Tom’s face is agonized. Another tear runs down his cheek. He doesn’t bother to wipe it away. I watch it run a path to his top lip.
“I was just a kid, Ly, and he was my dad, so I did what he told me. It wasn’t until I was at the kitchen door that I realized something. Why would he send me to the kitchen for the phone when he had one in his office? And I knew, I just fucking knew. The whole way, running back to his office, my heart was beating so hard.” He presses the heels of his hands to his eyes, like he’s trying to block out whatever he’s seeing right now. “I was steps away from his office when the second shot rang out.” He blows out a ragged breath. “My dad shot himself
in the head…and I saw him there, face down on his desk. Blood…there was just so much fucking blood.”
“Jesus, Tom.” Tears are running down my face.
I wrap my arms around him, pulling him to me. I feel his chest shudder, and then he buries his face into my neck.
We sit like that for a long time. And I let him get out the pain that he’s kept buried for so long.
I go to the kitchen and get him another whiskey. I pour myself one even though I don’t like the stuff. After what I just heard, a drink is needed.
I bring the drinks back. Handing him his, I sit down beside him and take a sip of the disgusting whiskey.
He rests his glass on his thigh.
“So, what happened…with you and your family’s company?” I ask him, not sure what to ask.
He takes a sip of his drink. “With dad and Uncle Joe gone, the board took control of the company. I was to take over when I turned eighteen. But I couldn’t do it.” He shakes his head.
“Everything had changed for me. My life, as I knew it, was over. I blamed my mother for what happened, and she was no use to anyone. She was a basket case. Heather and I were left to fend for ourselves.

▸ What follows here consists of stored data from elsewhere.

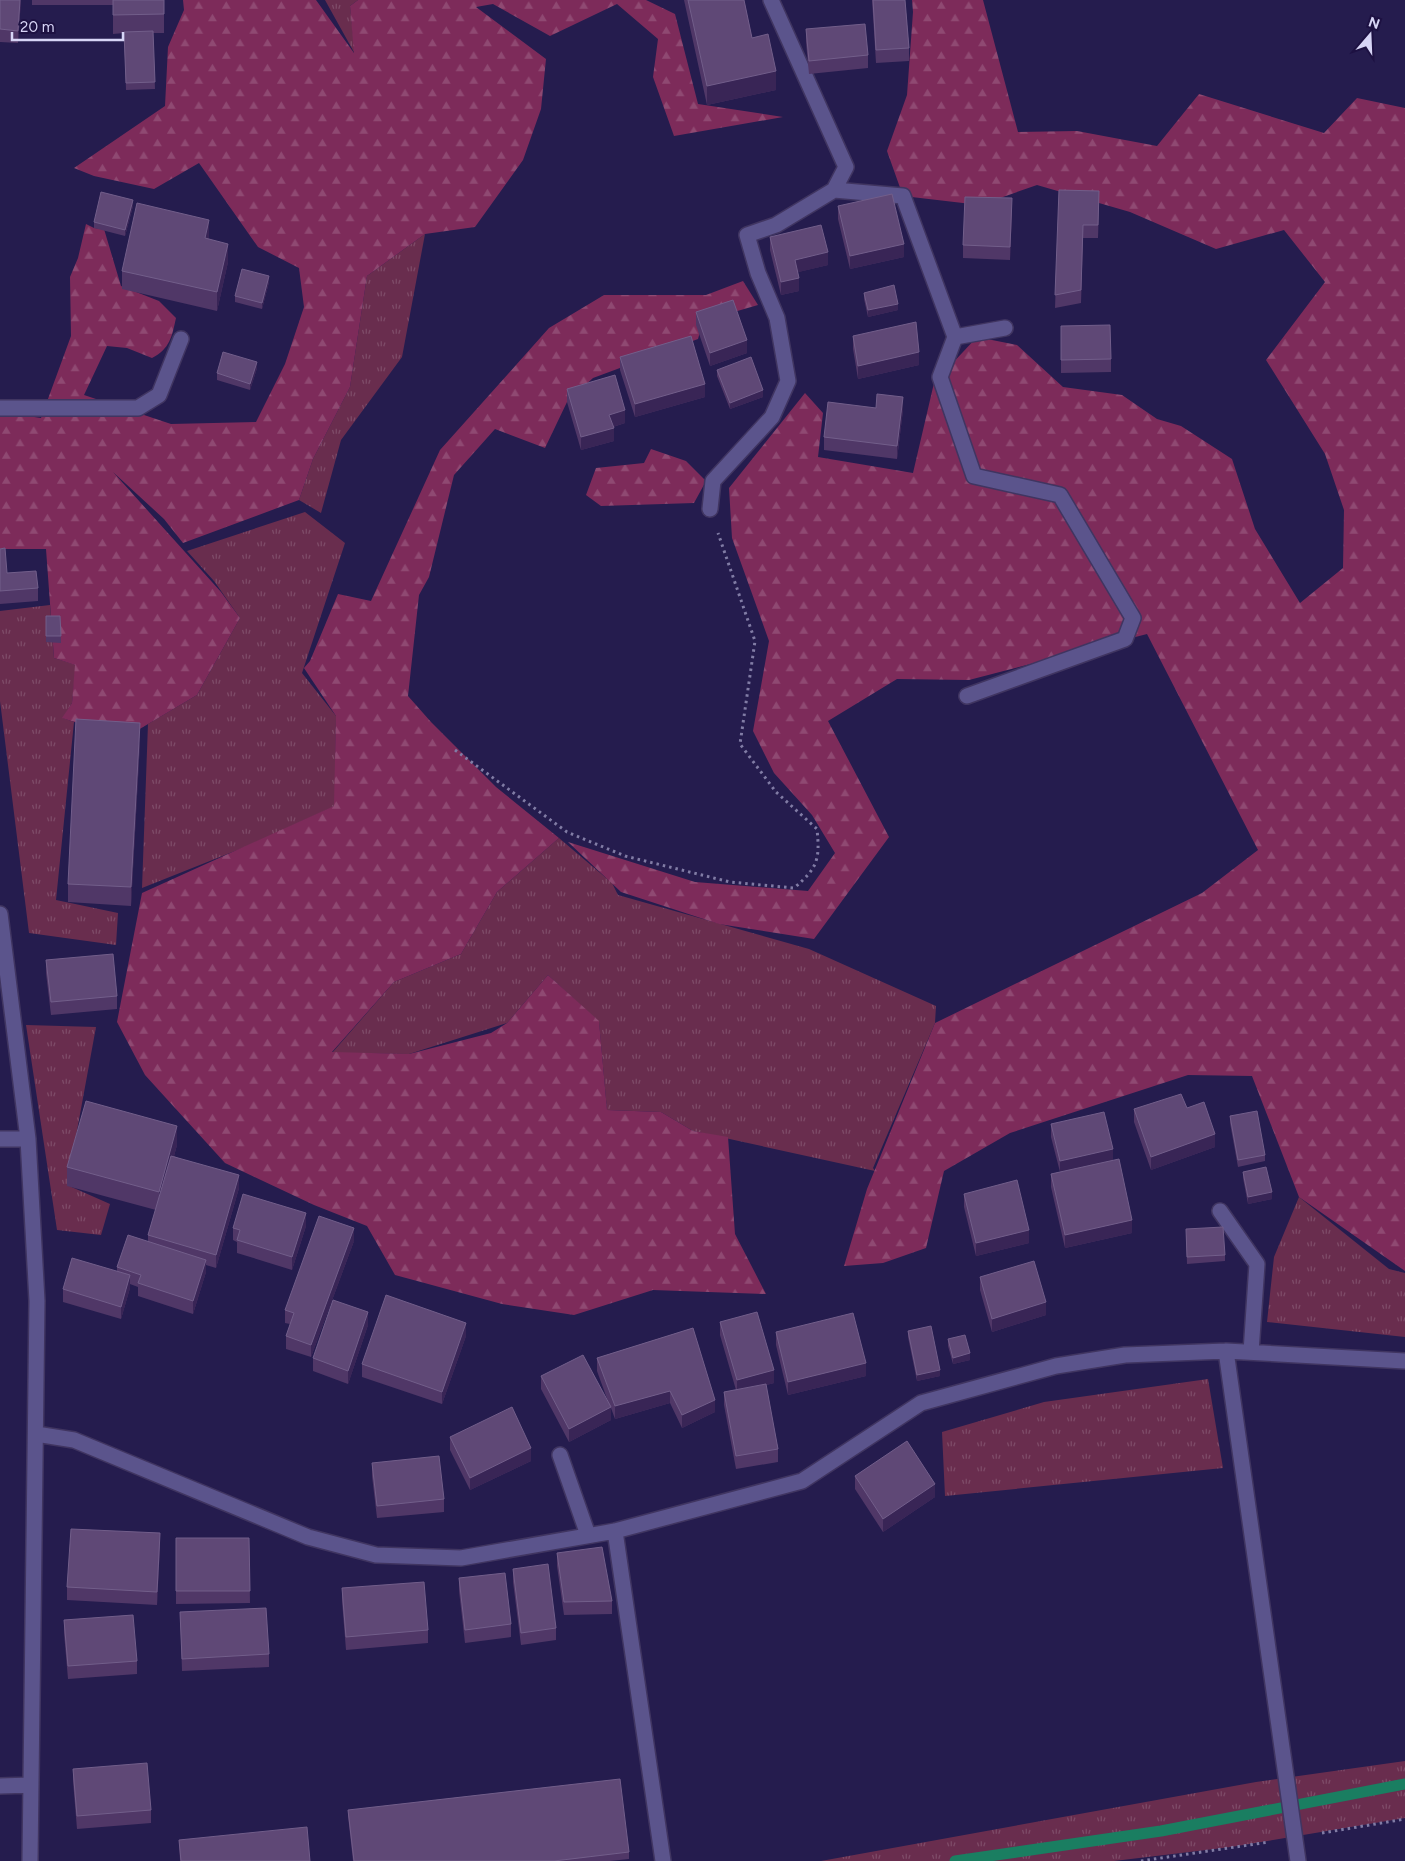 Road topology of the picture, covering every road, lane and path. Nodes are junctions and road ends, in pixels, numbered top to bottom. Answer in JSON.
{"nodes":[{"id":1,"x":771,"y":0,"type":"edge"},
{"id":2,"x":834,"y":190,"type":"junction"},
{"id":3,"x":1005,"y":328,"type":"dead end"},
{"id":4,"x":955,"y":336,"type":"junction"},
{"id":5,"x":180,"y":340,"type":"dead end"},
{"id":6,"x":0,"y":408,"type":"edge"},
{"id":7,"x":710,"y":509,"type":"joint"},
{"id":8,"x":967,"y":696,"type":"dead end"},
{"id":9,"x":456,"y":750,"type":"dead end"},
{"id":10,"x":0,"y":914,"type":"edge"},
{"id":11,"x":28,"y":1138,"type":"junction"},
{"id":12,"x":0,"y":1139,"type":"edge"},
{"id":13,"x":1220,"y":1211,"type":"dead end"},
{"id":14,"x":1226,"y":1351,"type":"junction"},
{"id":15,"x":1251,"y":1352,"type":"junction"},
{"id":16,"x":1405,"y":1361,"type":"edge"},
{"id":17,"x":36,"y":1434,"type":"junction"},
{"id":18,"x":560,"y":1455,"type":"dead end"},
{"id":19,"x":615,"y":1531,"type":"junction"},
{"id":20,"x":588,"y":1535,"type":"junction"},
{"id":21,"x":31,"y":1785,"type":"junction"},
{"id":22,"x":0,"y":1786,"type":"edge"},
{"id":23,"x":30,"y":1861,"type":"edge"},
{"id":24,"x":662,"y":1861,"type":"edge"},
{"id":25,"x":1298,"y":1861,"type":"edge"}],
"edges":[{"from":1,"to":2,"type":"street"},
{"from":2,"to":4,"type":"street"},
{"from":2,"to":7,"type":"street"},
{"from":3,"to":4,"type":"street"},
{"from":4,"to":8,"type":"street"},
{"from":5,"to":6,"type":"street"},
{"from":7,"to":9,"type":"path"},
{"from":10,"to":11,"type":"street"},
{"from":11,"to":12,"type":"street"},
{"from":11,"to":17,"type":"street"},
{"from":13,"to":15,"type":"street"},
{"from":14,"to":15,"type":"street"},
{"from":14,"to":19,"type":"street"},
{"from":14,"to":25,"type":"street"},
{"from":15,"to":16,"type":"street"},
{"from":17,"to":20,"type":"street"},
{"from":17,"to":21,"type":"street"},
{"from":18,"to":20,"type":"street"},
{"from":19,"to":20,"type":"street"},
{"from":19,"to":24,"type":"street"},
{"from":21,"to":22,"type":"street"},
{"from":21,"to":23,"type":"street"}]}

I didn’t want anything to do with the company that was trying to tie me to it. I was grilled by the cops about what happened over and over. I was getting hassle at school from the kids. I was the rich kid who saw his dad murder his uncle and then kill himself. I was a pariah. Constantly getting into fights. People who were once my friends suddenly weren’t. The press was having a fucking field day. They were camped outside our house. I felt trapped.

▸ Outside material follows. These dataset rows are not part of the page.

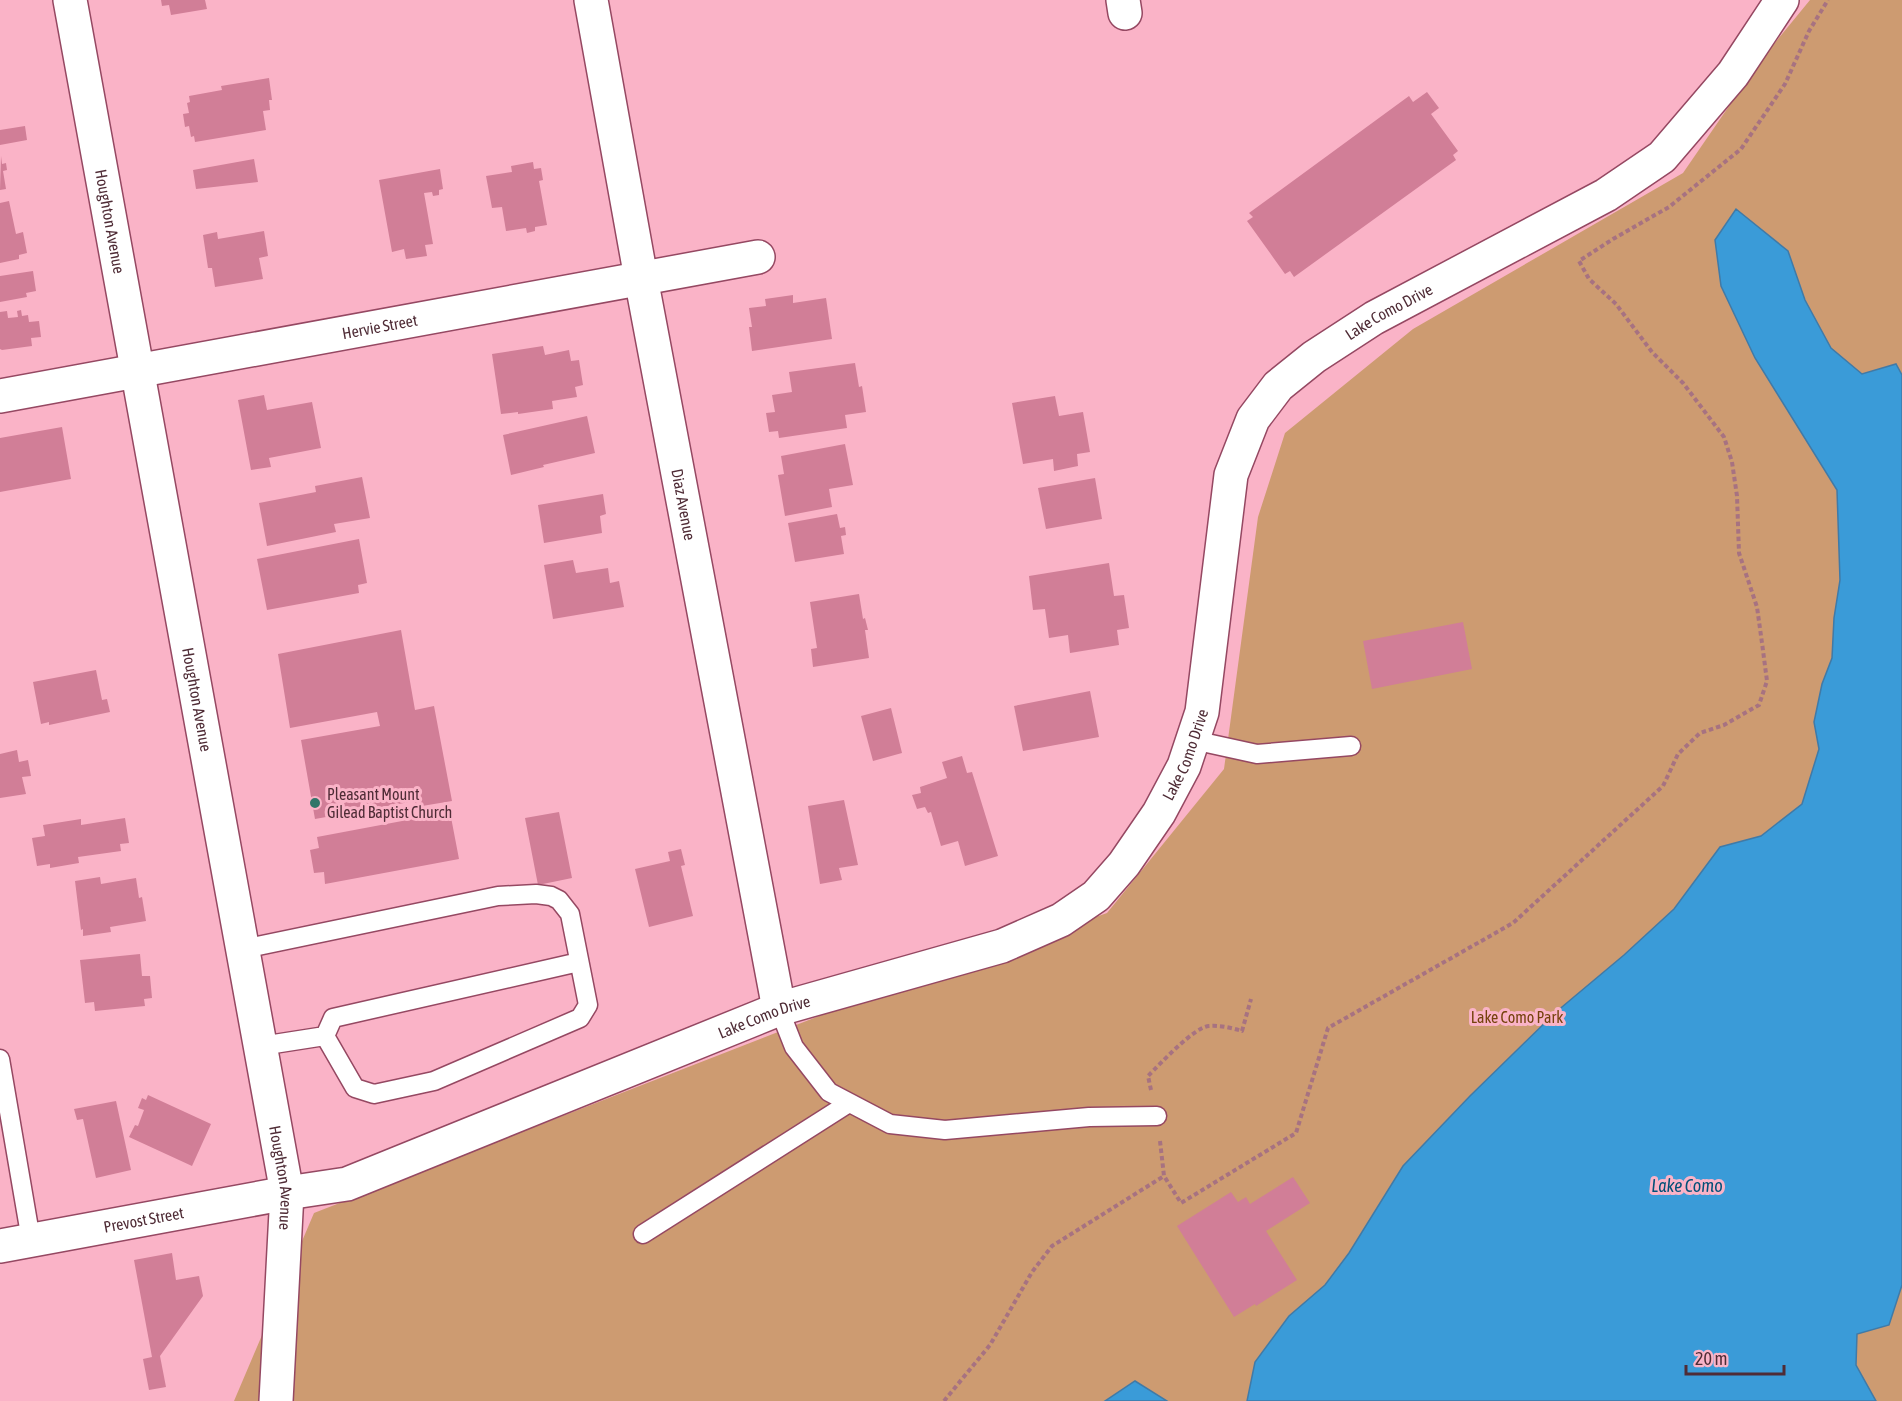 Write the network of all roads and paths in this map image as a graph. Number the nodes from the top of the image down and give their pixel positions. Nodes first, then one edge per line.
1 (70, 0) edge
2 (591, 0) edge
3 (1782, 0) edge
4 (1828, 0) edge
5 (758, 257) dead end
6 (641, 278) junction
7 (138, 371) junction
8 (0, 396) edge
9 (1193, 740) junction
10 (1351, 746) dead end
11 (243, 949) junction
12 (579, 962) junction
13 (1251, 999) dead end
14 (779, 1009) junction
15 (325, 1036) junction
16 (261, 1046) junction
17 (0, 1059) edge
18 (849, 1103) junction
19 (1157, 1116) junction
20 (1164, 1176) junction
21 (287, 1192) junction
22 (643, 1234) dead end
23 (15, 1243) edge
24 (276, 1401) edge
25 (944, 1401) edge

1 - 7 street, Houghton Avenue
2 - 6 street, Diaz Avenue
3 - 9 street, Lake Como Drive
4 - 20 path
5 - 6 street, Hervie Street
6 - 7 street, Hervie Street
6 - 14 street, Diaz Avenue
7 - 8 street, Hervie Street
7 - 11 street, Houghton Avenue
9 - 10 lane
9 - 14 street, Lake Como Drive
11 - 12 lane
11 - 16 street, Houghton Avenue
12 - 15 lane
12 - 15 lane
13 - 19 path
14 - 18 lane
14 - 21 street, Lake Como Drive
15 - 16 lane
16 - 21 street, Houghton Avenue
17 - 23 lane
18 - 19 lane
18 - 22 lane
19 - 20 path
20 - 25 path
21 - 23 street, Prevost Street
21 - 24 street, Houghton Avenue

“I’d lost my dad. I’d seen him murder my uncle and then kill himself. I just wanted to bury the pain, bury that night…forget it ever happened. But I couldn’t get away from it. Reminders were everywhere. So, I started drinking, smoking weed…having sex to block it out.” He meets my eyes.

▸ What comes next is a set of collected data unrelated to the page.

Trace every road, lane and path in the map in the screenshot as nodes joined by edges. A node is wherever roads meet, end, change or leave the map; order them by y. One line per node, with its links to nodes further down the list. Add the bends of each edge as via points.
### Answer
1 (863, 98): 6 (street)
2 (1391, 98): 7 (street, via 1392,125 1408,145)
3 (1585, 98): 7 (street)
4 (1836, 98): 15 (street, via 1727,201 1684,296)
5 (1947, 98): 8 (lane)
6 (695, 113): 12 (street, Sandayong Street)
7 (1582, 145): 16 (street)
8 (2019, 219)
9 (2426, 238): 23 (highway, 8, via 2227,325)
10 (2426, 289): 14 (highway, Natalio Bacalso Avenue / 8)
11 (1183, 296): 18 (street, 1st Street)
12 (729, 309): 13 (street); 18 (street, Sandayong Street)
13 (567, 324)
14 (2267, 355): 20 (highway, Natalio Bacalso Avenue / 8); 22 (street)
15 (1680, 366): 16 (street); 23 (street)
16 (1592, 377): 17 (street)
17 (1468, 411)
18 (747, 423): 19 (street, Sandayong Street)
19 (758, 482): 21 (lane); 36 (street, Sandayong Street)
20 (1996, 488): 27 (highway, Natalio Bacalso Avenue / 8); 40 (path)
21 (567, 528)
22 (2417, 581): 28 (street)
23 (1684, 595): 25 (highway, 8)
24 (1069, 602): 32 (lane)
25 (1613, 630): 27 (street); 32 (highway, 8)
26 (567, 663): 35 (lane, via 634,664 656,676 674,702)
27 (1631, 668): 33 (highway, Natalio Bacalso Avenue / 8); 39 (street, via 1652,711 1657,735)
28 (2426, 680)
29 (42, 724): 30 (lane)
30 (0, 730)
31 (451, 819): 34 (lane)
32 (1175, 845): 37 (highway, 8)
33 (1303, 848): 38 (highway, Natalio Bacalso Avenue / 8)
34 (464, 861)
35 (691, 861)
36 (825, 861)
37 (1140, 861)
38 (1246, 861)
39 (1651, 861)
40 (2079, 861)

“I was fourteen when I lost my virginity with some junior at a party. I was drunk and high, and I just wanted to feel normal. I couldn’t even remember her name afterward, and I’m pretty sure she never got mine. But what I did remember was that while it was happening, while I was having sex with her, I didn’t feel like shit. I didn’t have to think about everything that was wrong with me. In that moment, I wasn’t Tommy Segal, the heir to the whiskey fortune, and son of the man who shot his brother before committing suicide. I was nothing. Nobody but a warm body for her to fuck. She didn’t care about me, and I didn’t care about her. I liked the way it felt, and I wanted to keep on feeling that way. I guess that was when sex became a coping mechanism for me. I could just switch off and lose myself in another person, forget everything. It worked for a long time until it just became the norm. Having disconnected sex was just what I did…until you.